__Work required__
Omit the images. Reproduce each line of the records exactly as it appears.

(Records from a data source)
..........

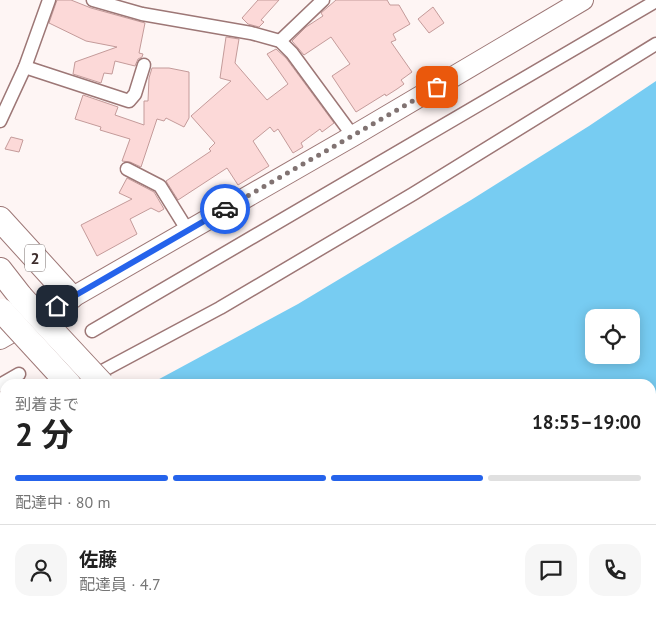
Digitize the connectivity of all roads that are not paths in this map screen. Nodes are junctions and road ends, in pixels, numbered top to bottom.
1 (49, 0) edge
2 (93, 0) edge
3 (322, 0) edge
4 (656, 1) edge
5 (574, 3) edge
6 (280, 41) junction
7 (656, 44) edge
8 (144, 65) dead end
9 (25, 67) junction
10 (0, 121) edge
11 (353, 136) junction
12 (127, 169) dead end
13 (0, 219) edge
14 (188, 231) junction
15 (0, 270) edge
16 (0, 274) edge
17 (22, 297) junction
18 (71, 297) junction
19 (1, 310) edge
20 (92, 331) dead end
21 (0, 339) edge
22 (19, 374) dead end
23 (10, 379) edge
24 (64, 379) edge
25 (87, 379) edge
26 (97, 379) edge

1 - 9 street
2 - 6 street
3 - 6 street
4 - 20 street
5 - 11 main road
6 - 11 street
7 - 25 street
8 - 9 street
9 - 10 street
11 - 14 main road
12 - 14 street
13 - 18 highway, 2
14 - 18 main road
15 - 17 highway
16 - 17 highway, 2
17 - 26 highway, 2, bridge
18 - 21 main road
19 - 24 highway, bridge
22 - 23 street

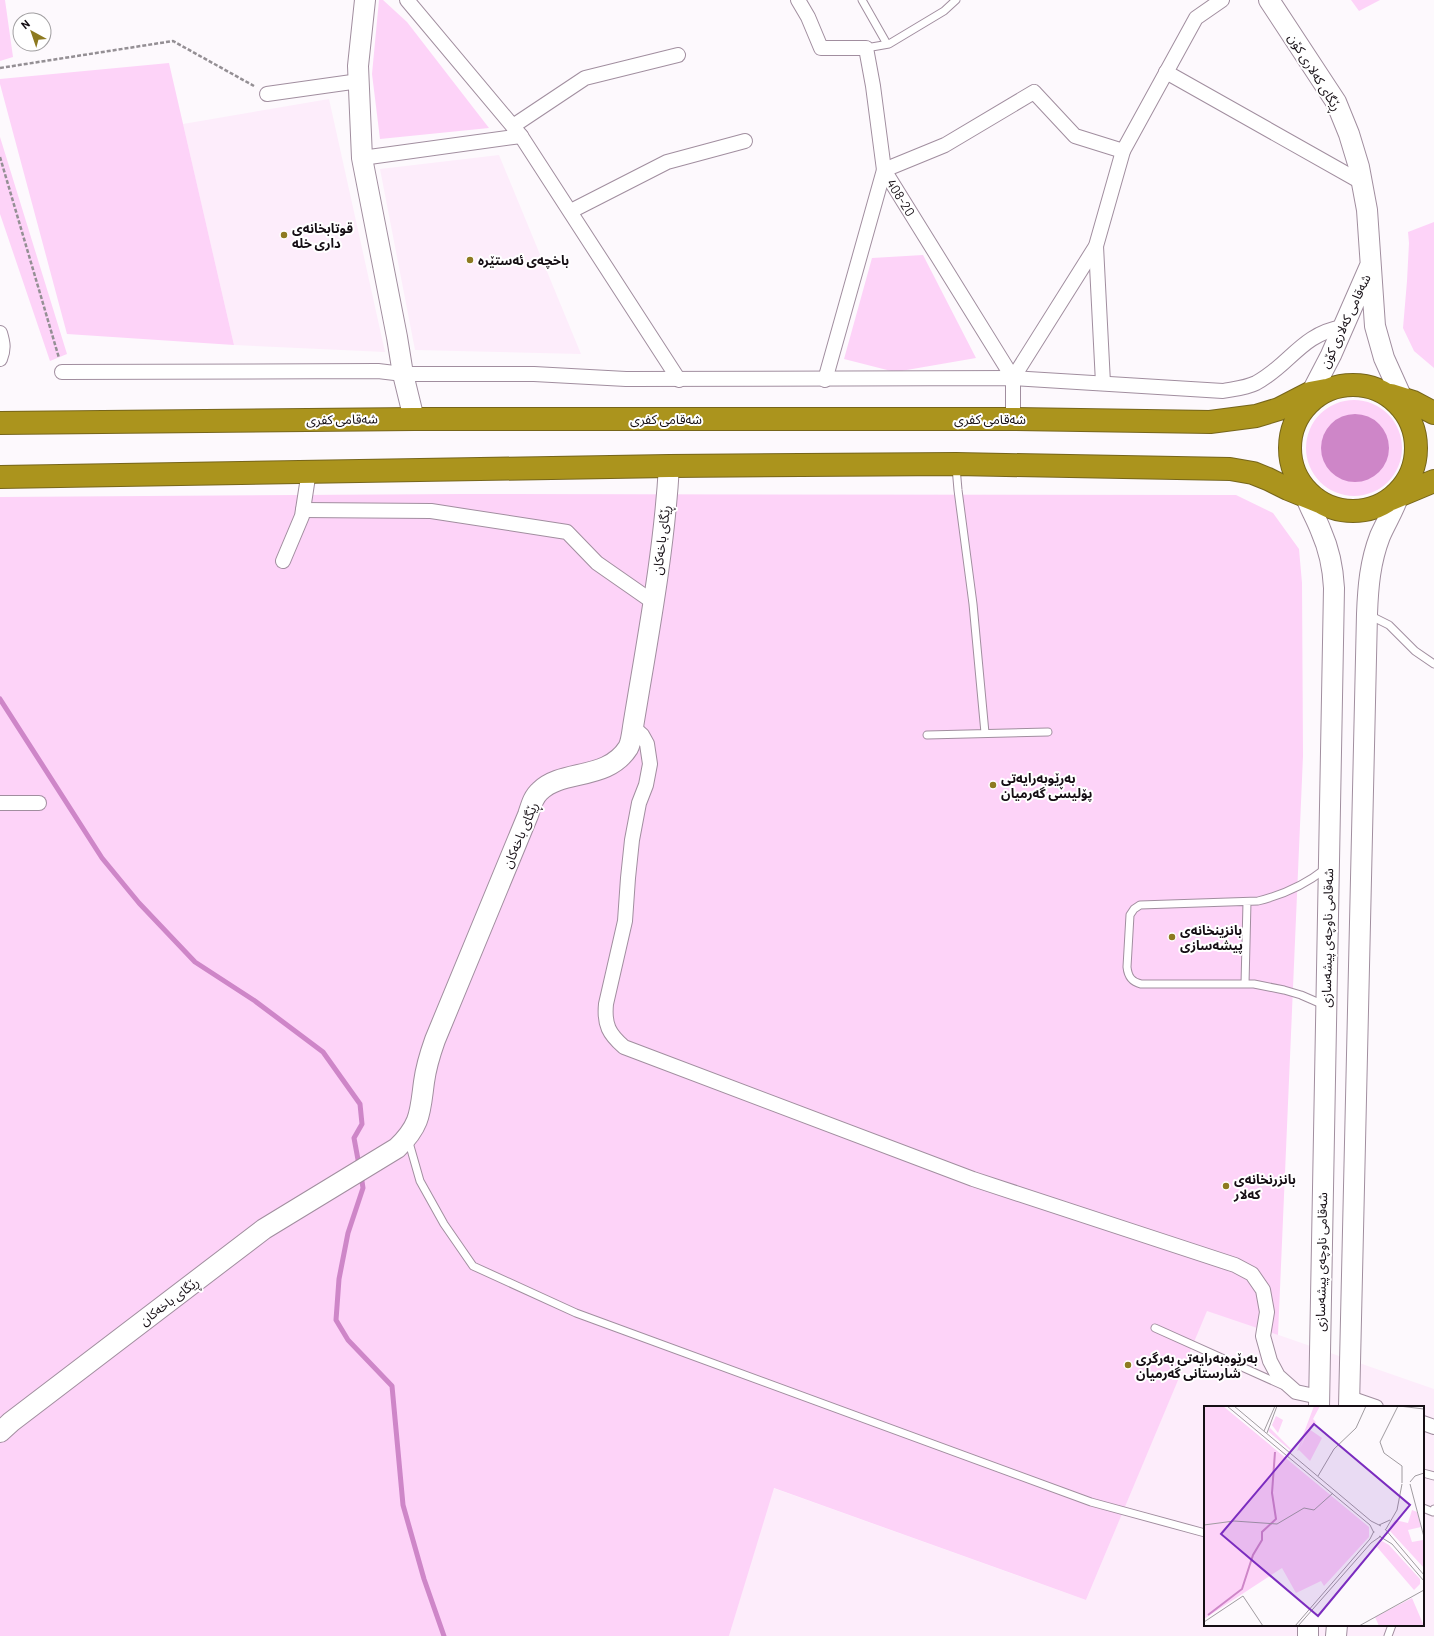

..........

__Expected answer__
Digitize the connectivity of all roads that are not paths in this map screen. Nodes are junctions and road ends, in pixels, numbered top to bottom.
1 (49, 0) edge
2 (93, 0) edge
3 (322, 0) edge
4 (656, 1) edge
5 (574, 3) edge
6 (280, 41) junction
7 (656, 44) edge
8 (144, 65) dead end
9 (25, 67) junction
10 (0, 121) edge
11 (353, 136) junction
12 (127, 169) dead end
13 (0, 219) edge
14 (188, 231) junction
15 (0, 270) edge
16 (0, 274) edge
17 (22, 297) junction
18 (71, 297) junction
19 (1, 310) edge
20 (92, 331) dead end
21 (0, 339) edge
22 (19, 374) dead end
23 (10, 379) edge
24 (64, 379) edge
25 (87, 379) edge
26 (97, 379) edge

1 - 9 street
2 - 6 street
3 - 6 street
4 - 20 street
5 - 11 main road
6 - 11 street
7 - 25 street
8 - 9 street
9 - 10 street
11 - 14 main road
12 - 14 street
13 - 18 highway, 2
14 - 18 main road
15 - 17 highway
16 - 17 highway, 2
17 - 26 highway, 2, bridge
18 - 21 main road
19 - 24 highway, bridge
22 - 23 street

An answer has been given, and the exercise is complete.